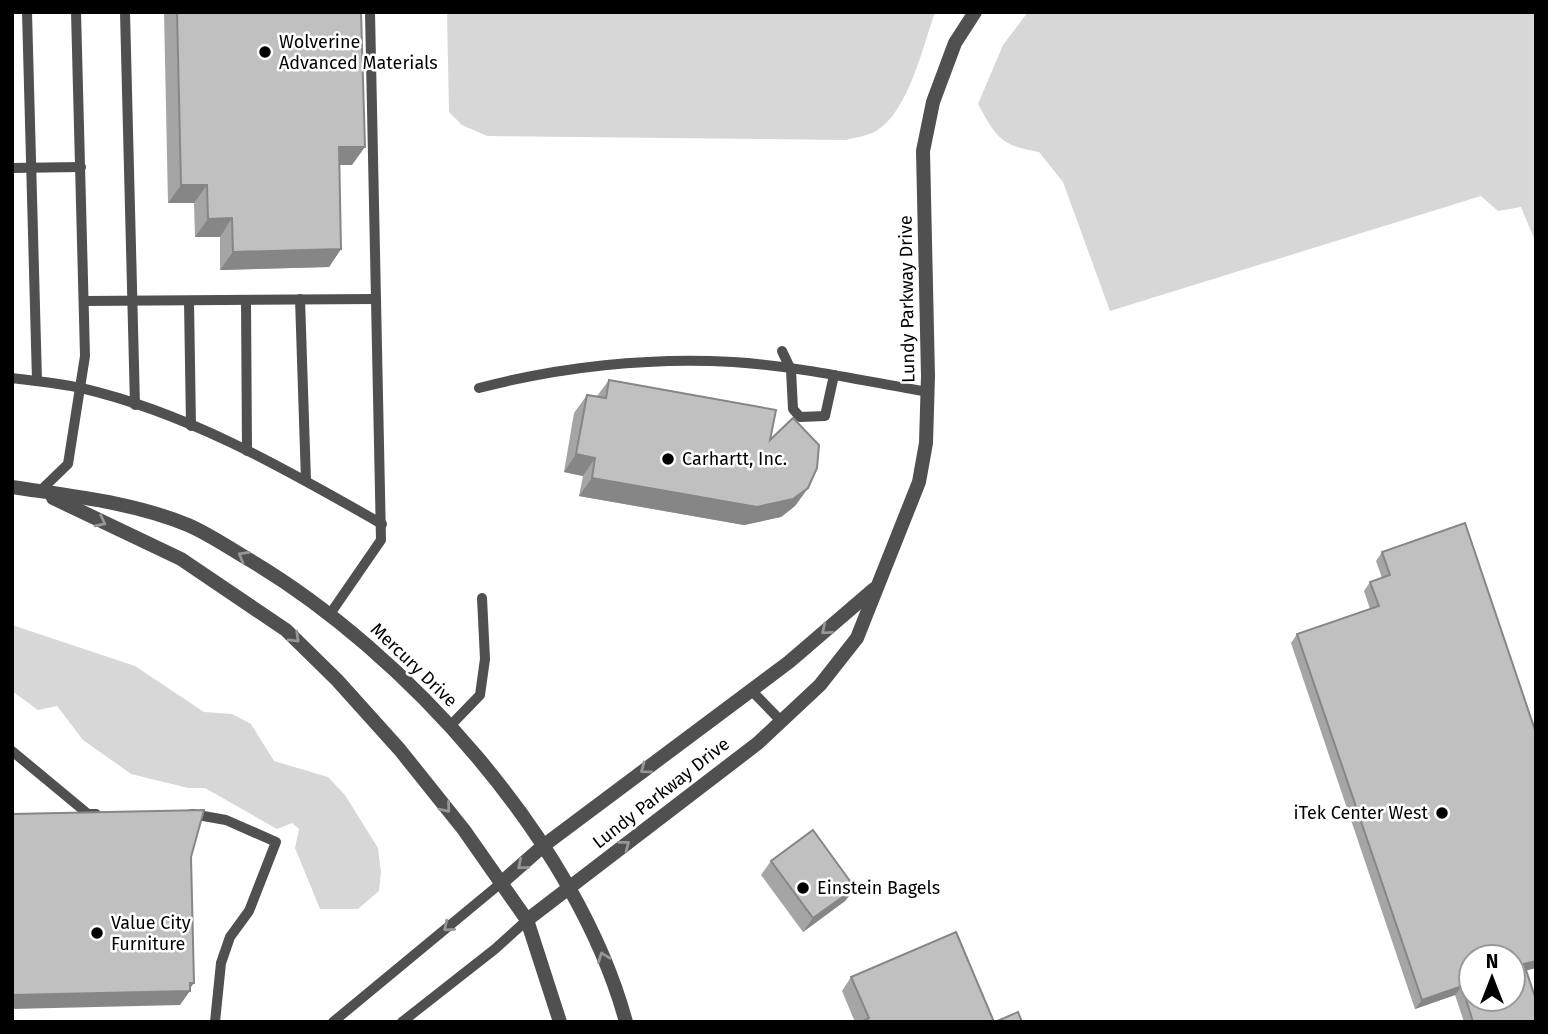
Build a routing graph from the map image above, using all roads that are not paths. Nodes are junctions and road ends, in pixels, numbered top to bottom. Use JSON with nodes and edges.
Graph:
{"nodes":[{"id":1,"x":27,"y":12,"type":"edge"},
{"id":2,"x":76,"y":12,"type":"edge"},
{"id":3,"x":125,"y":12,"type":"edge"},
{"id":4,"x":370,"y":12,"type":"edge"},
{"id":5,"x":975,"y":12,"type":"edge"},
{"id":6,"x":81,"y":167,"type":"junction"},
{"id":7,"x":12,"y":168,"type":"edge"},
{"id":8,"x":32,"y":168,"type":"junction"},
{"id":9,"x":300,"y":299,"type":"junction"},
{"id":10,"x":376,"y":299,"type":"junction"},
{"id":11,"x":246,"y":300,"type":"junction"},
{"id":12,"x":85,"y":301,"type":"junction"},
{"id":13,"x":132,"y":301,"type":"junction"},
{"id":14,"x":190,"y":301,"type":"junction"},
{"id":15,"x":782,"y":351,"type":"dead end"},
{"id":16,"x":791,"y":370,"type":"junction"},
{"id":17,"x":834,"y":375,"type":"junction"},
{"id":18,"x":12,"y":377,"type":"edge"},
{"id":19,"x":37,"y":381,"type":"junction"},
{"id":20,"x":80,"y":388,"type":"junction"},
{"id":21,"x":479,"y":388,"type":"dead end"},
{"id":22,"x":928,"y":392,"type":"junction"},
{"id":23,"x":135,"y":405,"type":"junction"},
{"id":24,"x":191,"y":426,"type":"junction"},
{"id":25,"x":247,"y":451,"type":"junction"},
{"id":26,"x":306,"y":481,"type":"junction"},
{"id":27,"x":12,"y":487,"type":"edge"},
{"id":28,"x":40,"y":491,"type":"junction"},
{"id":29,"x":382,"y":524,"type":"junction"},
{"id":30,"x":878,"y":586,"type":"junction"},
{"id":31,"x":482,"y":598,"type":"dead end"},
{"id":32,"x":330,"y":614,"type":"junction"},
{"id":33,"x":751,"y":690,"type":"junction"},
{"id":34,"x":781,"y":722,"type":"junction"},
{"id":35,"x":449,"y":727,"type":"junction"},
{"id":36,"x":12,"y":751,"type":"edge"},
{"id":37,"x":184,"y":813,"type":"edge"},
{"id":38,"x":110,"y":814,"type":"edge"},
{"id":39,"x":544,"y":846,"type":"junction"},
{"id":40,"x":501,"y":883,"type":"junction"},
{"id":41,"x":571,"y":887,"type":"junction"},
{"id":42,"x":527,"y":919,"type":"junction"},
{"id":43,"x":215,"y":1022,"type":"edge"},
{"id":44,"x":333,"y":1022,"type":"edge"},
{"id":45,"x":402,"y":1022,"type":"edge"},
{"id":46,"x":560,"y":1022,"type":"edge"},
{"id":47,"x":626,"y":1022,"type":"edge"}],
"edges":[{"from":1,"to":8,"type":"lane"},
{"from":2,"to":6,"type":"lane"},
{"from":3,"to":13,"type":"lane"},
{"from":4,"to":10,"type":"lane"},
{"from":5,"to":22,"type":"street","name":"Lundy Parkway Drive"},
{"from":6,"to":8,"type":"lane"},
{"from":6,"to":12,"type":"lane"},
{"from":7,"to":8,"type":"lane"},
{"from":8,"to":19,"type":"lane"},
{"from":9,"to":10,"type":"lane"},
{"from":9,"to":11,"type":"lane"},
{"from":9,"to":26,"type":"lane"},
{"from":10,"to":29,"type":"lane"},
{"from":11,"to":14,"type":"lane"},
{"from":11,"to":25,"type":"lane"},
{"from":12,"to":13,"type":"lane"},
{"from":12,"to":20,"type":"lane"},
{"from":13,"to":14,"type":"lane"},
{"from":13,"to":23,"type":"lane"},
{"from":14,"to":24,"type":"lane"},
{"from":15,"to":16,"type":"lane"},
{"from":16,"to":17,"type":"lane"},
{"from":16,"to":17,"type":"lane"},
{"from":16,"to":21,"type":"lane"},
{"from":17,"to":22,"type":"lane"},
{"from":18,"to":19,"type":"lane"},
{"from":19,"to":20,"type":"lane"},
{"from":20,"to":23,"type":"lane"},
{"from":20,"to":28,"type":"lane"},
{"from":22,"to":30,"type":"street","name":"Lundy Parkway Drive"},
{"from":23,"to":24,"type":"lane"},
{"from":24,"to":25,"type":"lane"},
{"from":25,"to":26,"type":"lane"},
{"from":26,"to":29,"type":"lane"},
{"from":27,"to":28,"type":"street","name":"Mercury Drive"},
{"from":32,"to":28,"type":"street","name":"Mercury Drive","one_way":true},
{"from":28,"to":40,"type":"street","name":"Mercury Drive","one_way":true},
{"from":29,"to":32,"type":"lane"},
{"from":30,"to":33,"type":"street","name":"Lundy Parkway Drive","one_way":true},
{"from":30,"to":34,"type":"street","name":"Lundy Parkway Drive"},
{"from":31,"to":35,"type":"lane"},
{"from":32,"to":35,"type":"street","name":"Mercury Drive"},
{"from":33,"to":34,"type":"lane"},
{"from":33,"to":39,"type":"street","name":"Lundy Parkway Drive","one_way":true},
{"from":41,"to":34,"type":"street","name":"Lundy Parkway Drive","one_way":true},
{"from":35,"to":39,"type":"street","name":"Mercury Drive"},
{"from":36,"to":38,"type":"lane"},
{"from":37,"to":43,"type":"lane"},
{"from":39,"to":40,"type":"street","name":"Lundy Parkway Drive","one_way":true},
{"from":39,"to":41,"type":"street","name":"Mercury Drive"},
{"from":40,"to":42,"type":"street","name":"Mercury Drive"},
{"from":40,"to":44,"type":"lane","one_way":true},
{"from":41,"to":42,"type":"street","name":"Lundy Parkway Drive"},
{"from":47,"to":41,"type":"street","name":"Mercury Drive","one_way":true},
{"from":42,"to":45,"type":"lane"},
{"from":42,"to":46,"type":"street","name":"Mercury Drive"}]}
=====
**Work request**
Print all the material above verbatim and omit its pictures.

**Solution to this problem**
Build a routing graph from the map image above, using all roads that are not paths. Nodes are junctions and road ends, in pixels, numbered top to bottom. Use JSON with nodes and edges.
Graph:
{"nodes":[{"id":1,"x":27,"y":12,"type":"edge"},
{"id":2,"x":76,"y":12,"type":"edge"},
{"id":3,"x":125,"y":12,"type":"edge"},
{"id":4,"x":370,"y":12,"type":"edge"},
{"id":5,"x":975,"y":12,"type":"edge"},
{"id":6,"x":81,"y":167,"type":"junction"},
{"id":7,"x":12,"y":168,"type":"edge"},
{"id":8,"x":32,"y":168,"type":"junction"},
{"id":9,"x":300,"y":299,"type":"junction"},
{"id":10,"x":376,"y":299,"type":"junction"},
{"id":11,"x":246,"y":300,"type":"junction"},
{"id":12,"x":85,"y":301,"type":"junction"},
{"id":13,"x":132,"y":301,"type":"junction"},
{"id":14,"x":190,"y":301,"type":"junction"},
{"id":15,"x":782,"y":351,"type":"dead end"},
{"id":16,"x":791,"y":370,"type":"junction"},
{"id":17,"x":834,"y":375,"type":"junction"},
{"id":18,"x":12,"y":377,"type":"edge"},
{"id":19,"x":37,"y":381,"type":"junction"},
{"id":20,"x":80,"y":388,"type":"junction"},
{"id":21,"x":479,"y":388,"type":"dead end"},
{"id":22,"x":928,"y":392,"type":"junction"},
{"id":23,"x":135,"y":405,"type":"junction"},
{"id":24,"x":191,"y":426,"type":"junction"},
{"id":25,"x":247,"y":451,"type":"junction"},
{"id":26,"x":306,"y":481,"type":"junction"},
{"id":27,"x":12,"y":487,"type":"edge"},
{"id":28,"x":40,"y":491,"type":"junction"},
{"id":29,"x":382,"y":524,"type":"junction"},
{"id":30,"x":878,"y":586,"type":"junction"},
{"id":31,"x":482,"y":598,"type":"dead end"},
{"id":32,"x":330,"y":614,"type":"junction"},
{"id":33,"x":751,"y":690,"type":"junction"},
{"id":34,"x":781,"y":722,"type":"junction"},
{"id":35,"x":449,"y":727,"type":"junction"},
{"id":36,"x":12,"y":751,"type":"edge"},
{"id":37,"x":184,"y":813,"type":"edge"},
{"id":38,"x":110,"y":814,"type":"edge"},
{"id":39,"x":544,"y":846,"type":"junction"},
{"id":40,"x":501,"y":883,"type":"junction"},
{"id":41,"x":571,"y":887,"type":"junction"},
{"id":42,"x":527,"y":919,"type":"junction"},
{"id":43,"x":215,"y":1022,"type":"edge"},
{"id":44,"x":333,"y":1022,"type":"edge"},
{"id":45,"x":402,"y":1022,"type":"edge"},
{"id":46,"x":560,"y":1022,"type":"edge"},
{"id":47,"x":626,"y":1022,"type":"edge"}],
"edges":[{"from":1,"to":8,"type":"lane"},
{"from":2,"to":6,"type":"lane"},
{"from":3,"to":13,"type":"lane"},
{"from":4,"to":10,"type":"lane"},
{"from":5,"to":22,"type":"street","name":"Lundy Parkway Drive"},
{"from":6,"to":8,"type":"lane"},
{"from":6,"to":12,"type":"lane"},
{"from":7,"to":8,"type":"lane"},
{"from":8,"to":19,"type":"lane"},
{"from":9,"to":10,"type":"lane"},
{"from":9,"to":11,"type":"lane"},
{"from":9,"to":26,"type":"lane"},
{"from":10,"to":29,"type":"lane"},
{"from":11,"to":14,"type":"lane"},
{"from":11,"to":25,"type":"lane"},
{"from":12,"to":13,"type":"lane"},
{"from":12,"to":20,"type":"lane"},
{"from":13,"to":14,"type":"lane"},
{"from":13,"to":23,"type":"lane"},
{"from":14,"to":24,"type":"lane"},
{"from":15,"to":16,"type":"lane"},
{"from":16,"to":17,"type":"lane"},
{"from":16,"to":17,"type":"lane"},
{"from":16,"to":21,"type":"lane"},
{"from":17,"to":22,"type":"lane"},
{"from":18,"to":19,"type":"lane"},
{"from":19,"to":20,"type":"lane"},
{"from":20,"to":23,"type":"lane"},
{"from":20,"to":28,"type":"lane"},
{"from":22,"to":30,"type":"street","name":"Lundy Parkway Drive"},
{"from":23,"to":24,"type":"lane"},
{"from":24,"to":25,"type":"lane"},
{"from":25,"to":26,"type":"lane"},
{"from":26,"to":29,"type":"lane"},
{"from":27,"to":28,"type":"street","name":"Mercury Drive"},
{"from":32,"to":28,"type":"street","name":"Mercury Drive","one_way":true},
{"from":28,"to":40,"type":"street","name":"Mercury Drive","one_way":true},
{"from":29,"to":32,"type":"lane"},
{"from":30,"to":33,"type":"street","name":"Lundy Parkway Drive","one_way":true},
{"from":30,"to":34,"type":"street","name":"Lundy Parkway Drive"},
{"from":31,"to":35,"type":"lane"},
{"from":32,"to":35,"type":"street","name":"Mercury Drive"},
{"from":33,"to":34,"type":"lane"},
{"from":33,"to":39,"type":"street","name":"Lundy Parkway Drive","one_way":true},
{"from":41,"to":34,"type":"street","name":"Lundy Parkway Drive","one_way":true},
{"from":35,"to":39,"type":"street","name":"Mercury Drive"},
{"from":36,"to":38,"type":"lane"},
{"from":37,"to":43,"type":"lane"},
{"from":39,"to":40,"type":"street","name":"Lundy Parkway Drive","one_way":true},
{"from":39,"to":41,"type":"street","name":"Mercury Drive"},
{"from":40,"to":42,"type":"street","name":"Mercury Drive"},
{"from":40,"to":44,"type":"lane","one_way":true},
{"from":41,"to":42,"type":"street","name":"Lundy Parkway Drive"},
{"from":47,"to":41,"type":"street","name":"Mercury Drive","one_way":true},
{"from":42,"to":45,"type":"lane"},
{"from":42,"to":46,"type":"street","name":"Mercury Drive"}]}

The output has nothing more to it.